GB2312 Encoding for GB2312 Character Set

Unicode Tutorials - Herong's Tutorial Examples

∟GB2312 Encoding for GB2312 Character Set

This section provides a quick introduction of the GB2312 encoding for the GB2312 character set. GB2312 is a 2-byte (8 bits per bytes) encoding.

GB2312 encoding is the main encoding for the GB2312 character set. GB2312 encoding is based on native code values of GB2312 characters.

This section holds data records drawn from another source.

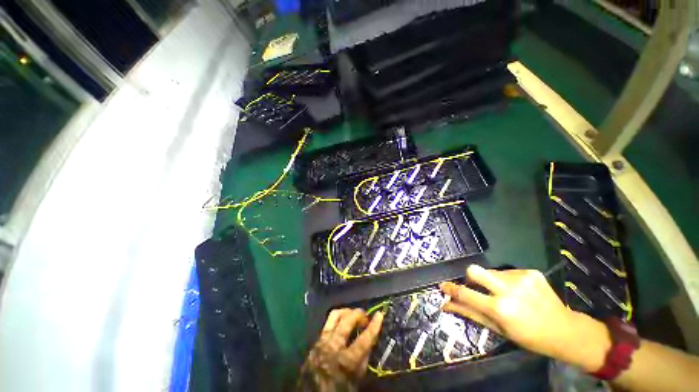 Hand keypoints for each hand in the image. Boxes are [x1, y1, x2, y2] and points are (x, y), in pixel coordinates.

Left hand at [297, 309, 383, 391]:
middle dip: (359, 314)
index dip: (374, 326)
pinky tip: (342, 322)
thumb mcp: (356, 381)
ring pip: (335, 315)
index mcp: (345, 361)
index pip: (364, 339)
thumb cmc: (338, 389)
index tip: (380, 314)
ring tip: (354, 315)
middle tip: (366, 316)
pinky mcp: (316, 340)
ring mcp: (322, 341)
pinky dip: (338, 318)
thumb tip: (370, 341)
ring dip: (347, 312)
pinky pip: (328, 322)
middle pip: (347, 321)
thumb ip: (363, 361)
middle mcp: (333, 347)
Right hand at [439, 265, 575, 359]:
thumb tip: (445, 305)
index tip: (442, 286)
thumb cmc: (528, 336)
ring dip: (491, 281)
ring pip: (491, 271)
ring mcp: (521, 278)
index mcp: (500, 309)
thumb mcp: (498, 329)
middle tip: (476, 286)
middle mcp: (509, 290)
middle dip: (470, 277)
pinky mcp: (531, 272)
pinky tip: (519, 291)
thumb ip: (470, 313)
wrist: (565, 330)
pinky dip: (506, 280)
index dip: (451, 289)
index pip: (465, 294)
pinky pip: (507, 271)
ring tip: (506, 294)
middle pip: (475, 270)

The native code value of each GB2312 character contains 2 bytes. The first byte is called the high byte, containing the row number plus 32; the second byte is called the low byte, containing the column number plus 32. For example, if a character is located at row 16 and column 1, its high byte will be 16 + 32 = 48 (0x30), and log byte will be 1 + 32 = 33 (0x21). Put them together, its native code value will be 0x3021.

I guess that the reason to add 32 on both the row number and the column number is for the byte value to not fall into the low value range, which is usually reserved to represent controlling commands in many computer systems.

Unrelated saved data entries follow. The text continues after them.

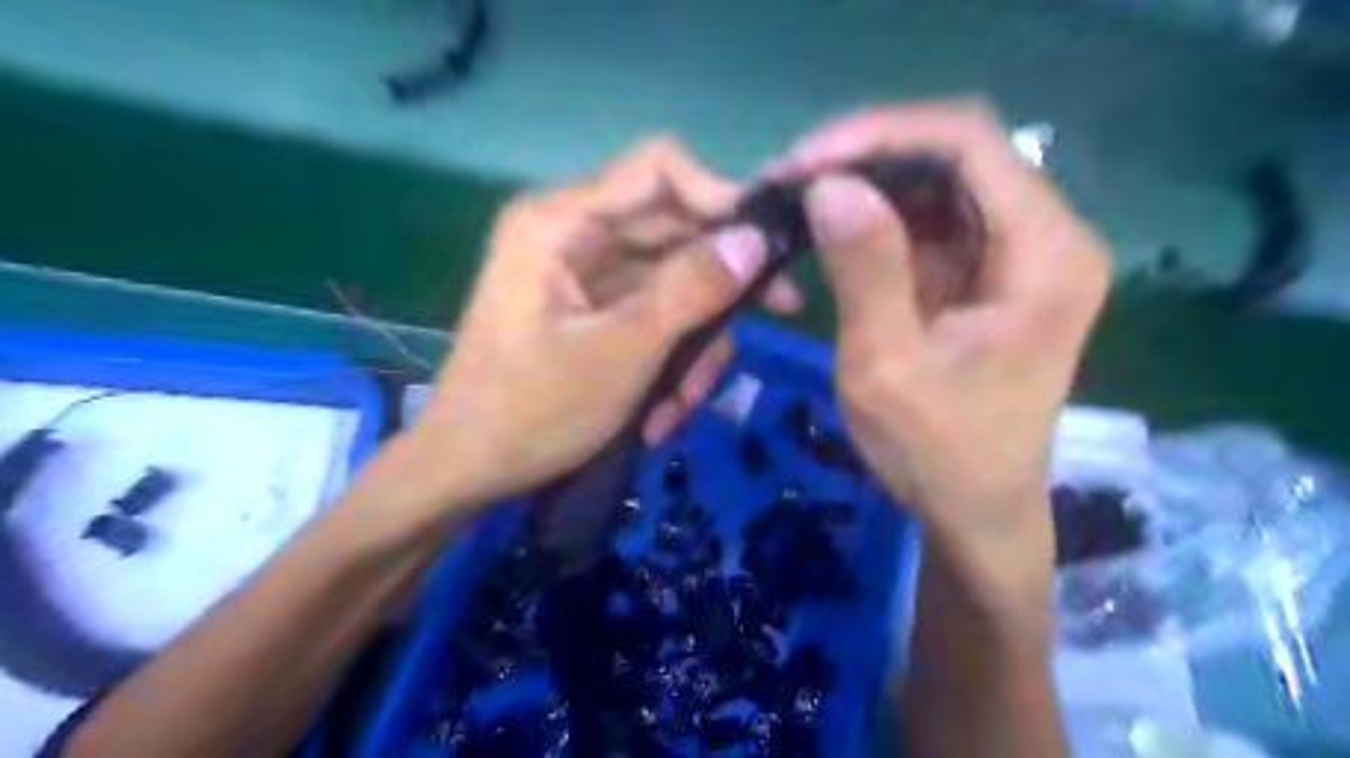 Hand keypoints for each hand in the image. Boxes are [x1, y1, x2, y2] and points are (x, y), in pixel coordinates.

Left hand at [411, 139, 798, 512]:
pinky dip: (667, 363)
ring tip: (678, 409)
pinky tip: (660, 415)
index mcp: (562, 223)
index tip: (765, 244)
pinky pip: (652, 319)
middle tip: (775, 319)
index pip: (659, 169)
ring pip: (672, 286)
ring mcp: (584, 278)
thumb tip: (755, 239)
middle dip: (716, 292)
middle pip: (675, 234)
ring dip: (691, 347)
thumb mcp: (622, 352)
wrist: (468, 471)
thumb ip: (690, 290)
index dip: (719, 195)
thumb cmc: (532, 411)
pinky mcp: (593, 314)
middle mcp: (574, 236)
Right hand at [781, 101, 1107, 575]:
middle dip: (863, 158)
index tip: (803, 161)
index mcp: (1045, 252)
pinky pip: (926, 220)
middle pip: (952, 155)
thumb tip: (828, 183)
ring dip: (863, 185)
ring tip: (796, 199)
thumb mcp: (887, 366)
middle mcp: (1045, 235)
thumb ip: (865, 267)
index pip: (968, 144)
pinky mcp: (982, 272)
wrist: (974, 511)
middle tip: (787, 179)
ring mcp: (1013, 252)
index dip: (879, 135)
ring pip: (934, 183)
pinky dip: (873, 218)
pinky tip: (827, 227)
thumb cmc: (937, 453)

However, byte values of GB2312 native codes are not directly used as GB2312 encoding byte sequences, because they are still colliding with ASCII encoding types. To resolve this problem, a value of 128 is added to both bytes of native codes. For example, if a character is located at row 16 and column 1, its native code will be 0x3021, and its modified code will be 0xB0A1.

These modified codes are adopted as the GB2312 encoding, which can be safely mixed together with the ASCII encoding.

GB2312 encoding is also called EUC-CN (Extended Unix Code for China).

GB2312 character set has another encoding called HZ, which maps each GB2312 character to 2 7-bit bytes uses ~{...~} to separate GB2312 characters from ASCII characters.